Voice of the Voter: Headquarters Barbershop


OWENSBORO, Ky. (WEHT) – 2020 has been a year that has taken a toll on a lot of people.

One day away from the election in our country, social media may give the impression we’re more divided than ever. But in places where communication comes in a more traditional form, a difference of a opinion doesn’t mean division.

Headquarters Barbershop in Owensboro is an example of a place where all people and all conversations are welcome. You can watch the story above and read a full transcript of the conversation below.

“It’s been a barber shop since the early 60s. We want everybody to feel comfortable to come and get a haircut in here and get cleaned up and be the best version of themselves. Maybe it is in place country in a bad mood cuz you’re not gonna stay in a very long. It’s always there’s always something going on in here. It’s always something to laugh joke about.”

“It’s not a black barbershop. It’s not a white barbershop, we cut everybody’s hair. Of course, the sports aspect of it is what really gets conversation going. But there’s all kinds of conversations that we have in the barber shop.”

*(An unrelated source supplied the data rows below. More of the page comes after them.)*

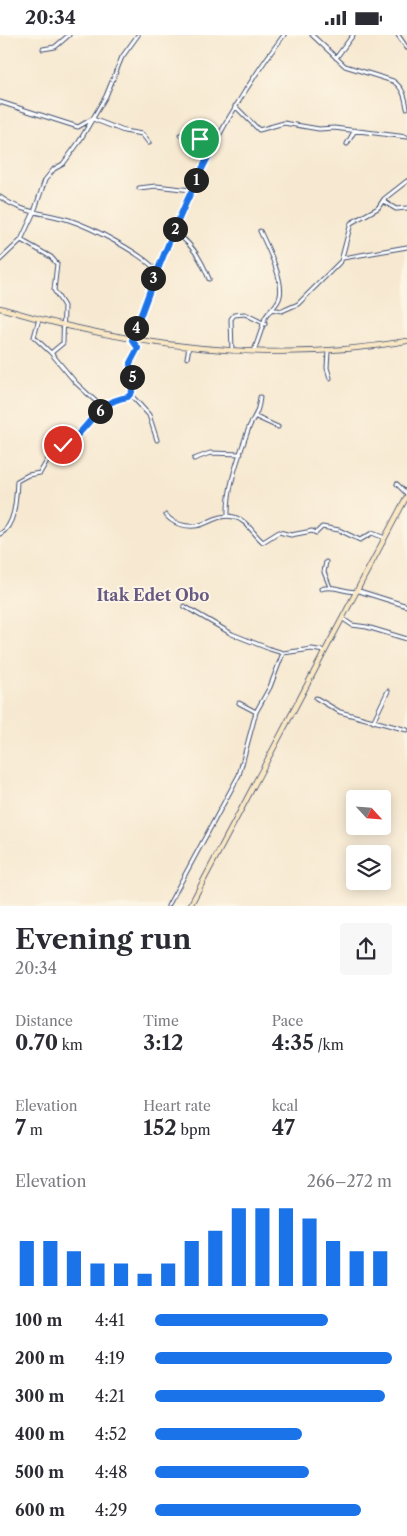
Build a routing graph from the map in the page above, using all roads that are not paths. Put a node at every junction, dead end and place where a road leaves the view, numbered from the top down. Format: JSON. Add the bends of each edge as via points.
{"nodes":[{"id":1,"x":69,"y":35,"type":"edge"},
{"id":2,"x":138,"y":35,"type":"edge"},
{"id":3,"x":284,"y":35,"type":"edge"},
{"id":4,"x":312,"y":35,"type":"edge"},
{"id":5,"x":353,"y":35,"type":"edge"},
{"id":6,"x":398,"y":35,"type":"edge"},
{"id":7,"x":407,"y":48,"type":"edge"},
{"id":8,"x":43,"y":49,"type":"dead end"},
{"id":9,"x":336,"y":58,"type":"junction"},
{"id":10,"x":0,"y":102,"type":"edge"},
{"id":11,"x":235,"y":106,"type":"junction"},
{"id":12,"x":407,"y":109,"type":"edge"},
{"id":13,"x":93,"y":119,"type":"junction"},
{"id":14,"x":355,"y":130,"type":"junction"},
{"id":15,"x":180,"y":135,"type":"dead end"},
{"id":16,"x":407,"y":137,"type":"edge"},
{"id":17,"x":149,"y":143,"type":"dead end"},
{"id":18,"x":347,"y":144,"type":"dead end"},
{"id":19,"x":213,"y":147,"type":"junction"},
{"id":20,"x":407,"y":181,"type":"edge"},
{"id":21,"x":139,"y":188,"type":"dead end"},
{"id":22,"x":191,"y":190,"type":"junction"},
{"id":23,"x":0,"y":197,"type":"edge"},
{"id":24,"x":383,"y":201,"type":"junction"},
{"id":25,"x":407,"y":208,"type":"edge"},
{"id":26,"x":34,"y":212,"type":"junction"},
{"id":27,"x":260,"y":231,"type":"dead end"},
{"id":28,"x":174,"y":232,"type":"junction"},
{"id":29,"x":20,"y":239,"type":"junction"},
{"id":30,"x":407,"y":247,"type":"edge"},
{"id":31,"x":343,"y":258,"type":"junction"},
{"id":32,"x":0,"y":260,"type":"edge"},
{"id":33,"x":156,"y":271,"type":"junction"},
{"id":34,"x":209,"y":279,"type":"dead end"},
{"id":35,"x":0,"y":308,"type":"edge"},
{"id":36,"x":272,"y":309,"type":"junction"},
{"id":37,"x":39,"y":319,"type":"junction"},
{"id":38,"x":265,"y":324,"type":"junction"},
{"id":39,"x":64,"y":325,"type":"junction"},
{"id":40,"x":132,"y":340,"type":"junction"},
{"id":41,"x":407,"y":341,"type":"edge"},
{"id":42,"x":189,"y":347,"type":"junction"},
{"id":43,"x":232,"y":351,"type":"junction"},
{"id":44,"x":254,"y":351,"type":"junction"},
{"id":45,"x":328,"y":351,"type":"junction"},
{"id":46,"x":51,"y":353,"type":"junction"},
{"id":47,"x":187,"y":358,"type":"dead end"},
{"id":48,"x":330,"y":378,"type":"dead end"},
{"id":49,"x":131,"y":395,"type":"junction"},
{"id":50,"x":260,"y":397,"type":"dead end"},
{"id":51,"x":103,"y":409,"type":"junction"},
{"id":52,"x":256,"y":417,"type":"junction"},
{"id":53,"x":278,"y":427,"type":"dead end"},
{"id":54,"x":157,"y":440,"type":"dead end"},
{"id":55,"x":241,"y":454,"type":"junction"},
{"id":56,"x":194,"y":459,"type":"dead end"},
{"id":57,"x":397,"y":484,"type":"dead end"},
{"id":58,"x":407,"y":495,"type":"edge"},
{"id":59,"x":405,"y":505,"type":"edge"},
{"id":60,"x":166,"y":515,"type":"dead end"},
{"id":61,"x":228,"y":516,"type":"junction"},
{"id":62,"x":0,"y":534,"type":"edge"},
{"id":63,"x":385,"y":539,"type":"junction"},
{"id":64,"x":326,"y":561,"type":"dead end"},
{"id":65,"x":330,"y":587,"type":"junction"},
{"id":66,"x":321,"y":589,"type":"dead end"},
{"id":67,"x":359,"y":591,"type":"junction"},
{"id":68,"x":184,"y":606,"type":"dead end"},
{"id":69,"x":407,"y":606,"type":"edge"},
{"id":70,"x":343,"y":619,"type":"junction"},
{"id":71,"x":407,"y":639,"type":"edge"},
{"id":72,"x":324,"y":651,"type":"junction"},
{"id":73,"x":282,"y":653,"type":"junction"},
{"id":74,"x":388,"y":691,"type":"dead end"},
{"id":75,"x":316,"y":698,"type":"dead end"},
{"id":76,"x":238,"y":703,"type":"dead end"},
{"id":77,"x":256,"y":712,"type":"junction"},
{"id":78,"x":373,"y":722,"type":"junction"},
{"id":79,"x":407,"y":730,"type":"edge"},
{"id":80,"x":168,"y":906,"type":"edge"},
{"id":81,"x":190,"y":906,"type":"edge"}],
"edges":[{"from":1,"to":8,"type":"street","via":[[55,47]]},
{"from":2,"to":13,"type":"street","via":[[122,57]]},
{"from":3,"to":11,"type":"street"},
{"from":4,"to":9,"type":"street"},
{"from":5,"to":9,"type":"street"},
{"from":6,"to":7,"type":"street"},
{"from":9,"to":12,"type":"street","via":[[353,70],[393,81],[403,90]]},
{"from":10,"to":13,"type":"street","via":[[78,127]]},
{"from":11,"to":14,"type":"street","via":[[259,130],[284,123],[319,129]]},
{"from":11,"to":19,"type":"street"},
{"from":13,"to":17,"type":"street","via":[[142,134]]},
{"from":13,"to":26,"type":"street","via":[[63,163],[45,180]]},
{"from":14,"to":16,"type":"street"},
{"from":14,"to":18,"type":"street"},
{"from":15,"to":19,"type":"street","via":[[196,136]]},
{"from":19,"to":22,"type":"street"},
{"from":20,"to":24,"type":"street"},
{"from":21,"to":22,"type":"street","via":[[156,186]]},
{"from":22,"to":28,"type":"street"},
{"from":23,"to":26,"type":"street","via":[[15,208]]},
{"from":24,"to":25,"type":"street","via":[[396,209]]},
{"from":24,"to":31,"type":"street","via":[[378,209],[348,227]]},
{"from":26,"to":29,"type":"street"},
{"from":26,"to":33,"type":"street","via":[[85,226]]},
{"from":27,"to":36,"type":"street","via":[[281,286],[279,300]]},
{"from":28,"to":33,"type":"street"},
{"from":28,"to":34,"type":"street","via":[[201,259]]},
{"from":29,"to":32,"type":"street"},
{"from":29,"to":39,"type":"street","via":[[57,264],[54,290],[64,306]]},
{"from":30,"to":31,"type":"street"},
{"from":31,"to":36,"type":"street","via":[[298,305],[282,311]]},
{"from":33,"to":40,"type":"street"},
{"from":35,"to":37,"type":"street"},
{"from":36,"to":38,"type":"street"},
{"from":37,"to":39,"type":"street"},
{"from":37,"to":46,"type":"street","via":[[34,337]]},
{"from":38,"to":43,"type":"street","via":[[245,314],[234,315],[230,319]]},
{"from":38,"to":44,"type":"street"},
{"from":39,"to":40,"type":"street"},
{"from":39,"to":46,"type":"street","via":[[63,343]]},
{"from":40,"to":42,"type":"street"},
{"from":40,"to":49,"type":"street","via":[[138,348],[130,363]]},
{"from":41,"to":45,"type":"street"},
{"from":42,"to":43,"type":"street"},
{"from":42,"to":47,"type":"street"},
{"from":43,"to":44,"type":"street"},
{"from":44,"to":45,"type":"street"},
{"from":45,"to":48,"type":"street"},
{"from":46,"to":51,"type":"street"},
{"from":49,"to":51,"type":"street","via":[[115,400]]},
{"from":49,"to":54,"type":"street","via":[[149,415]]},
{"from":50,"to":52,"type":"street"},
{"from":51,"to":62,"type":"street","via":[[74,438],[52,451],[40,473],[17,481],[14,511]]},
{"from":52,"to":53,"type":"street"},
{"from":52,"to":55,"type":"street","via":[[249,427]]},
{"from":55,"to":56,"type":"street","via":[[210,453]]},
{"from":55,"to":61,"type":"street","via":[[233,477]]},
{"from":57,"to":58,"type":"street"},
{"from":58,"to":59,"type":"street"},
{"from":59,"to":63,"type":"street"},
{"from":60,"to":61,"type":"street","via":[[172,522],[191,528]]},
{"from":61,"to":63,"type":"street","via":[[240,519],[263,542],[279,533],[316,533],[322,527],[339,530],[360,540],[370,533]]},
{"from":63,"to":67,"type":"street"},
{"from":64,"to":65,"type":"street","via":[[324,571]]},
{"from":65,"to":66,"type":"street"},
{"from":65,"to":67,"type":"street","via":[[354,593]]},
{"from":67,"to":69,"type":"street"},
{"from":67,"to":70,"type":"street"},
{"from":68,"to":73,"type":"street","via":[[232,634]]},
{"from":70,"to":71,"type":"street","via":[[352,625]]},
{"from":70,"to":72,"type":"street"},
{"from":72,"to":73,"type":"street","via":[[312,649]]},
{"from":72,"to":81,"type":"street"},
{"from":73,"to":77,"type":"street","via":[[270,687]]},
{"from":74,"to":78,"type":"street"},
{"from":75,"to":78,"type":"street","via":[[340,712]]},
{"from":76,"to":77,"type":"street"},
{"from":77,"to":80,"type":"street","via":[[239,775]]},
{"from":78,"to":79,"type":"street"}]}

“You don’t know where our president is on social media, but at the same time, and he stirs up a lot of stuff. He says a lot of controversial things.”

“I think the president has done an outstanding job, and our country is moving in the right direction.”

“The country is really divided. And I think Trump has a lot to do with that. And I think he fosters those opinions. And so that’s one of the things that I think we could improve upon.”

“I’m glad we’re a big little town. And I’m glad that people care, or seem to care. And I think that this this room here, will show that everybody has their opinions, but we’re all on the same team. And we all get along together, before the election after the election.”

“COVID is set things back both economically and socially.”

“I’m now seeing more veterans in need than ever before, and they have more need for housing, food. I think the government can do a lot more.”

“Kids today, they’re going to show a renewed strength when they’re adults that a lot of the adults we have now don’t. We live in a soft world. Kids are fighting mentally to stay focused in schools, to only go to school with half of their classmates. I just think our kids are gonna be a whole lot tougher, a whole lot smarter.”

“With my kids, we’re having to go back to like how things used to be when I was younger, it was you were gonna go outside, we were gonna play. We’re not going to go out to eat all the time. We’re gonna sit down, we’re gonna have those family meals.”

“I don’t know whether he can get out of the basement.”

“No matter how I look like, you know, I respect you as a human being. You respect me as a human being. And I think it will help us move forward together as a community.”

“This man is from Nigeria, and he’s becoming a great citizen of the United States.”

“I’m from Nigeria, West Africa. I’m working on it (citizenship). I have permanent residency. I will take my test next year. You know with this whole pandemic it delayed everything.”

“You knew he wasn’t from Evansville?”